Willis Lease Finance’s wholly-owned subsidiary, Willis Engine Structured Trust VI, proposed an offer of $336.7 million in aggregate principal amount of fixed rate notes. It is expected that the notes will be issued in three series, with the Series A notes to be issued in an aggregate principal amount of approximately $278.6 million, the Series B notes to be issued in an aggregate principal amount of approximately $38.7 million and the Series C notes to be issued in an aggregate principal amount of approximately $19.4 million. The notes will be secured by, among other things, Willis Engine Structured Trust VI’s direct and indirect interests in a portfolio of 29 aircraft engines and one airframe, which Willis Engine Structured Trust VI will acquire from Willis Lease Finance pursuant to an asset purchase agreement.

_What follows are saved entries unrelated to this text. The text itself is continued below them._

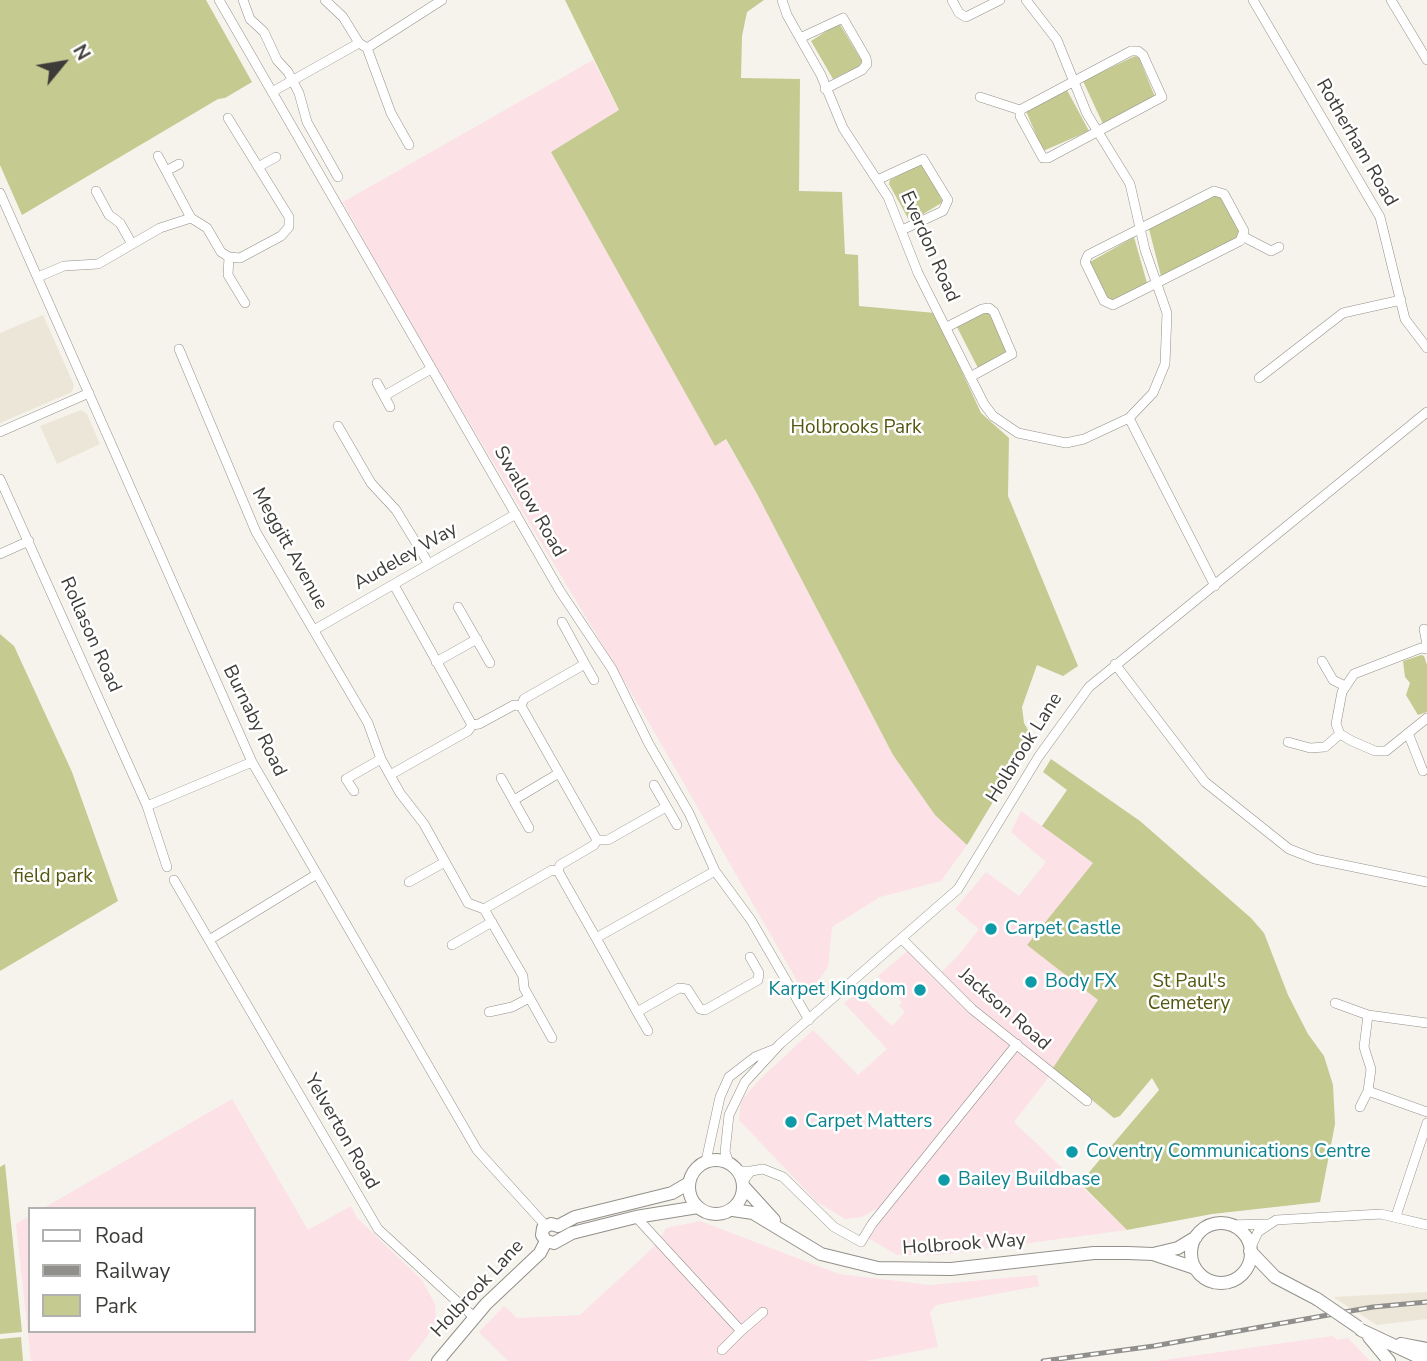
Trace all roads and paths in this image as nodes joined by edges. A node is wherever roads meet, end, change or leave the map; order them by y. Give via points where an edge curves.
1 (219, 0) edge
2 (243, 0) edge
3 (325, 0) edge
4 (442, 0) edge
5 (782, 0) edge
6 (952, 0) edge
7 (1000, 0) edge
8 (1026, 0) edge
9 (1254, 0) edge
10 (1391, 0) edge
11 (800, 38) junction
12 (363, 46) junction
13 (1427, 60) edge
14 (293, 80) junction
15 (1074, 81) junction
16 (825, 89) junction
17 (272, 92) junction
18 (980, 97) dead end
19 (1020, 110) junction
20 (228, 118) dead end
21 (1098, 132) junction
22 (409, 145) dead end
23 (158, 156) dead end
24 (276, 157) dead end
25 (179, 164) dead end
26 (258, 167) junction
27 (166, 171) junction
28 (338, 177) dead end
29 (877, 180) junction
30 (96, 191) dead end
31 (0, 192) edge
32 (191, 218) junction
33 (1141, 229) junction
34 (902, 230) junction
35 (1244, 237) junction
36 (132, 244) junction
37 (1279, 247) dead end
38 (229, 257) junction
39 (38, 277) junction
40 (1156, 284) junction
41 (1401, 300) junction
42 (244, 303) dead end
43 (947, 327) junction
44 (1427, 348) edge
45 (179, 349) dead end
46 (431, 369) junction
47 (972, 376) junction
48 (1259, 378) dead end
49 (377, 383) dead end
50 (89, 393) junction
51 (384, 396) junction
52 (390, 407) dead end
53 (1427, 412) edge
54 (1129, 418) junction
55 (338, 426) dead end
56 (0, 432) edge
57 (0, 478) edge
58 (516, 514) junction
59 (29, 541) junction
60 (0, 554) edge
61 (429, 564) junction
62 (394, 585) junction
63 (1215, 586) junction
64 (458, 607) dead end
65 (562, 622) dead end
66 (1424, 629) dead end
67 (314, 630) junction
68 (477, 639) junction
69 (1427, 647) edge
70 (1322, 661) dead end
71 (436, 662) junction
72 (490, 663) dead end
73 (585, 664) junction
74 (1115, 664) junction
75 (594, 680) dead end
76 (1345, 686) junction
77 (521, 706) junction
78 (1427, 718) edge
79 (472, 725) junction
80 (1408, 733) junction
81 (1340, 734) junction
82 (1288, 742) dead end
83 (381, 759) junction
84 (252, 762) junction
85 (1423, 771) dead end
86 (559, 773) junction
87 (390, 775) junction
88 (501, 778) dead end
89 (654, 785) dead end
90 (354, 791) dead end
91 (514, 800) junction
92 (147, 806) junction
93 (666, 807) junction
94 (677, 825) dead end
95 (529, 828) dead end
96 (597, 840) junction
97 (445, 862) junction
98 (167, 867) dead end
99 (558, 871) junction
100 (715, 871) junction
101 (317, 874) junction
102 (174, 880) dead end
103 (409, 882) dead end
104 (1427, 882) edge
105 (484, 909) junction
106 (492, 922) junction
107 (596, 938) junction
108 (209, 940) junction
109 (903, 940) junction
110 (452, 945) dead end
111 (750, 957) dead end
112 (529, 998) junction
113 (1335, 1003) dead end
114 (489, 1012) dead end
115 (637, 1012) junction
116 (1368, 1015) junction
117 (809, 1020) junction
118 (1427, 1023) edge
119 (648, 1031) dead end
120 (552, 1038) dead end
121 (1017, 1044) junction
122 (776, 1048) junction
123 (1368, 1091) junction
124 (1087, 1101) dead end
125 (1360, 1107) dead end
126 (1427, 1112) edge
127 (1427, 1122) edge
128 (706, 1161) junction
129 (741, 1174) junction
130 (689, 1183) junction
131 (698, 1207) junction
132 (733, 1210) junction
133 (1396, 1216) junction
134 (636, 1217) junction
135 (1228, 1224) junction
136 (1268, 1224) junction
137 (1427, 1225) edge
138 (555, 1229) junction
139 (786, 1231) junction
140 (1196, 1237) junction
141 (1250, 1250) junction
142 (1153, 1254) junction
143 (1195, 1269) junction
144 (1275, 1277) junction
145 (1235, 1279) junction
146 (763, 1312) dead end
147 (474, 1317) junction
148 (1359, 1328) junction
149 (741, 1331) junction
150 (1380, 1340) junction
151 (1427, 1349) edge
152 (722, 1350) dead end
153 (438, 1361) edge
154 (1389, 1361) edge
155 (1427, 1361) edge

1 - 17 street, Swallow Road
2 - 14 street via 250,19 267,37
3 - 12 street
4 - 12 street
5 - 11 street, Everdon Road
6 - 7 street via 966,17
8 - 15 street, Everdon Road via 1057,40
9 - 41 street, Rotherham Road via 1380,217
10 - 13 street
11 - 16 street, Everdon Road
11 - 16 street via 843,19 866,58 862,70
12 - 14 street
12 - 22 street
14 - 17 street
14 - 28 street via 307,122
15 - 19 street
15 - 21 street, Everdon Road
15 - 21 street via 1138,51 1161,91 1158,101
16 - 29 street, Everdon Road via 843,128
17 - 46 street, Swallow Road
18 - 19 street
19 - 21 street via 1043,158
20 - 26 street
21 - 33 street, Everdon Road via 1130,184
23 - 27 street
24 - 26 street
25 - 27 street
26 - 38 street via 289,218 289,228 240,258
27 - 32 street
29 - 34 street, Everdon Road
29 - 34 street via 923,159 948,200 943,211
30 - 36 street
31 - 39 street, Burnaby Road
32 - 36 street
32 - 38 street via 207,228
33 - 35 street via 1220,191
33 - 40 street, Everdon Road
33 - 40 street via 1088,254 1085,262 1108,305
34 - 43 street, Everdon Road via 918,273
35 - 37 street via 1271,251
35 - 40 street
36 - 39 street via 98,264 64,266
38 - 42 street via 228,275
39 - 50 street, Burnaby Road
40 - 54 street, Everdon Road via 1167,313 1165,364 1153,393
41 - 44 street, Rotherham Road via 1409,327
41 - 48 street via 1343,313
43 - 47 street, Everdon Road
43 - 47 street via 982,309 994,312 1012,354
45 - 67 street, Meggitt Avenue via 257,532
46 - 51 street
46 - 58 street, Swallow Road
47 - 54 street, Everdon Road via 993,416 1032,438 1066,443
49 - 51 street
50 - 56 street
50 - 84 street, Burnaby Road
51 - 52 street
53 - 63 street, Holbrook Lane
54 - 63 street
55 - 61 street via 371,483 396,510
57 - 59 street, Rollason Road
58 - 61 street, Audeley Way
58 - 100 street, Swallow Road via 612,669 690,813
59 - 60 street
59 - 92 street, Rollason Road
61 - 62 street, Audeley Way
62 - 67 street, Audeley Way
62 - 71 street
63 - 74 street, Holbrook Lane
64 - 68 street
65 - 73 street
66 - 69 street
67 - 83 street, Meggitt Avenue via 368,723
68 - 71 street
68 - 72 street
69 - 76 street via 1361,670
70 - 76 street via 1333,680
71 - 79 street
73 - 75 street
73 - 77 street via 524,699
74 - 104 street via 1205,782 1289,849 1315,859
74 - 109 street, Holbrook Lane via 1069,710 965,880
76 - 81 street via 1336,724
77 - 79 street
77 - 86 street
78 - 80 street
79 - 87 street
80 - 81 street via 1386,751 1375,751
80 - 85 street
81 - 82 street via 1325,747
83 - 87 street, Meggitt Avenue
83 - 90 street via 346,779
84 - 92 street
84 - 101 street, Burnaby Road
86 - 91 street
86 - 96 street
87 - 97 street, Meggitt Avenue
88 - 91 street
89 - 93 street
91 - 95 street
92 - 98 street, Rollason Road
93 - 94 street
93 - 96 street via 608,840
96 - 99 street
97 - 103 street
97 - 105 street, Meggitt Avenue via 468,903
99 - 105 street via 552,870
99 - 107 street
100 - 107 street
100 - 117 street, Swallow Road via 751,920
101 - 108 street
101 - 138 street, Burnaby Road via 477,1150
102 - 108 street, Yelverton Road
105 - 106 street, Meggitt Avenue
106 - 110 street
106 - 112 street, Meggitt Avenue via 523,976
107 - 115 street
108 - 147 street, Yelverton Road via 379,1228
109 - 117 street, Holbrook Lane
109 - 121 street, Jackson Road via 972,1009
111 - 115 street via 758,980 705,1010 699,1009 687,989 679,988
112 - 114 street
112 - 120 street, Meggitt Avenue
113 - 116 street
115 - 119 street
116 - 118 street
116 - 123 street via 1363,1034 1371,1069
117 - 122 street, Holbrook Lane
121 - 124 street, Jackson Road
121 - 129 street via 861,1242 834,1227 783,1177 763,1169
122 - 128 street, Holbrook Lane via 729,1077
122 - 129 street, Holbrook Lane via 745,1082 729,1115 725,1152
123 - 125 street
123 - 126 street
127 - 133 street
128 - 129 main road via 721,1159
128 - 130 main road via 694,1170
129 - 132 main road via 741,1199
129 - 139 main road, Holbrook Way
130 - 131 main road
130 - 138 main road via 673,1193 575,1217
131 - 132 main road via 713,1215
131 - 134 main road
132 - 139 main road, Holbrook Way via 753,1213
133 - 136 street via 1362,1214
133 - 137 street
134 - 138 main road
134 - 149 street
135 - 136 street
135 - 140 main road, Holbrook Way via 1210,1226
135 - 141 main road, Holbrook Way via 1243,1234
136 - 141 street via 1258,1232
138 - 147 main road, Holbrook Lane via 554,1243 545,1241 540,1252
139 - 142 main road, Holbrook Way via 821,1254 897,1269 951,1269 1094,1253
140 - 142 main road, Holbrook Way via 1178,1248
140 - 143 main road via 1191,1253
141 - 144 main road, Holbrook Way
141 - 145 main road via 1248,1264
142 - 143 main road, Holbrook Way
143 - 145 main road, Holbrook Way via 1213,1282
144 - 145 main road, Holbrook Way via 1255,1274
144 - 148 main road, Holbrook Way, bridge
146 - 149 street
147 - 153 main road, Holbrook Lane
148 - 150 main road, Holbrook Way
148 - 154 main road, Holbrook Way
149 - 152 street
150 - 151 main road
150 - 155 main road, Holbrook Way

The net proceeds of the notes will be primarily applied to pay fees and expenses related to the issuance of the notes and to pay Willis Lease Finance periodically over a 270-day delivery period as consideration for the aircraft engines and the airframe acquired by Willis Engine Structured Trust VI from Willis Lease Finance in connection with the financing. Willis Lease Finance will apply any net proceeds it receives for general corporate purposes.

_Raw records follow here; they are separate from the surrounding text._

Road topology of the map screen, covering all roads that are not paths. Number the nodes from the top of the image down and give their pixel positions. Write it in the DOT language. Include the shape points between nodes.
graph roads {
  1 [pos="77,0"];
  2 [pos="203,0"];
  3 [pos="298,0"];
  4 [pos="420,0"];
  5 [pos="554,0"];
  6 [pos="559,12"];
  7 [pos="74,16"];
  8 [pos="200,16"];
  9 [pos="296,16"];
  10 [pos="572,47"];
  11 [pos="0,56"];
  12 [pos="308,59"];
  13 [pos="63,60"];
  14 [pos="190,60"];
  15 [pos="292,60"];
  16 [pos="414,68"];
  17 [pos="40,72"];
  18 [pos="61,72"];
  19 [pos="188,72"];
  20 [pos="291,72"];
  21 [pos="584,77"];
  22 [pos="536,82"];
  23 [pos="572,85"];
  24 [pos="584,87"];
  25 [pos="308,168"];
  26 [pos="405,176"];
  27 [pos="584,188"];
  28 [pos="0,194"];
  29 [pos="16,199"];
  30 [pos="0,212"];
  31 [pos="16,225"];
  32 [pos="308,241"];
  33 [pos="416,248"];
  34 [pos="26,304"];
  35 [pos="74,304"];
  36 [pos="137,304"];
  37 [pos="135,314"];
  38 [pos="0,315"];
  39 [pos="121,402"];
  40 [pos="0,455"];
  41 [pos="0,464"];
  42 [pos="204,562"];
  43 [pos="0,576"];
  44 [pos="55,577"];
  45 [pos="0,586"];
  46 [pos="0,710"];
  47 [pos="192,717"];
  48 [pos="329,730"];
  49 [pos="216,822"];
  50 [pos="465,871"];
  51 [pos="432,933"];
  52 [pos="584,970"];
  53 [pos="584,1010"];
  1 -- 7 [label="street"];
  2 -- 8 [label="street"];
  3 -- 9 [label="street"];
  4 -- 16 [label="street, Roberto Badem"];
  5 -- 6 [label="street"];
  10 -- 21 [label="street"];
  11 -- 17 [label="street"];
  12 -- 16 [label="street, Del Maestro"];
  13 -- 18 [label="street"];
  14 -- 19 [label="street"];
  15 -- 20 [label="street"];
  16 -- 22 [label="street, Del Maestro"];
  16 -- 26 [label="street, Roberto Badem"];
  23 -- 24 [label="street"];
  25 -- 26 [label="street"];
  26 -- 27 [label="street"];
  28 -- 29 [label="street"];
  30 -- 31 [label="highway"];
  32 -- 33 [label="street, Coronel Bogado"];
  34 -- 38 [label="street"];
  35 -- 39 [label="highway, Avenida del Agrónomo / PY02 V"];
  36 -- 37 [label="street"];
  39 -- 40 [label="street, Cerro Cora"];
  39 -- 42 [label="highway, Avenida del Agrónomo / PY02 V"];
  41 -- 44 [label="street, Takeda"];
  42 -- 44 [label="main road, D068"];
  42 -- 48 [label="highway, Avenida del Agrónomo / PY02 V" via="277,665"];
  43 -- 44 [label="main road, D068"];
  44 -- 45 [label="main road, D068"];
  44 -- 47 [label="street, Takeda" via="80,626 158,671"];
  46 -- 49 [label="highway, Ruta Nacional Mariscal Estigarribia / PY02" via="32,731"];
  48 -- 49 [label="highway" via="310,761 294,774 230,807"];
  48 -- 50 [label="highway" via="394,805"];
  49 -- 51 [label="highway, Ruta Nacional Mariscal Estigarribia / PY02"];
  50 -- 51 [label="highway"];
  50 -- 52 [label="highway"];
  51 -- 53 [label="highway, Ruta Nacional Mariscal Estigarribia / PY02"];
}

The notes being offered by Willis Engine Structured Trust VI have not been and will not be registered under the Securities Act of 1933, as amended, and may not be offered or sold in the United States absent registration or an applicable exemption from registration requirements. The notes are being offered only to qualified institutional buyers under Rule 144A under the Securities Act and outside the United States to non-U.S. persons in reliance on Regulation S under the Securities Act.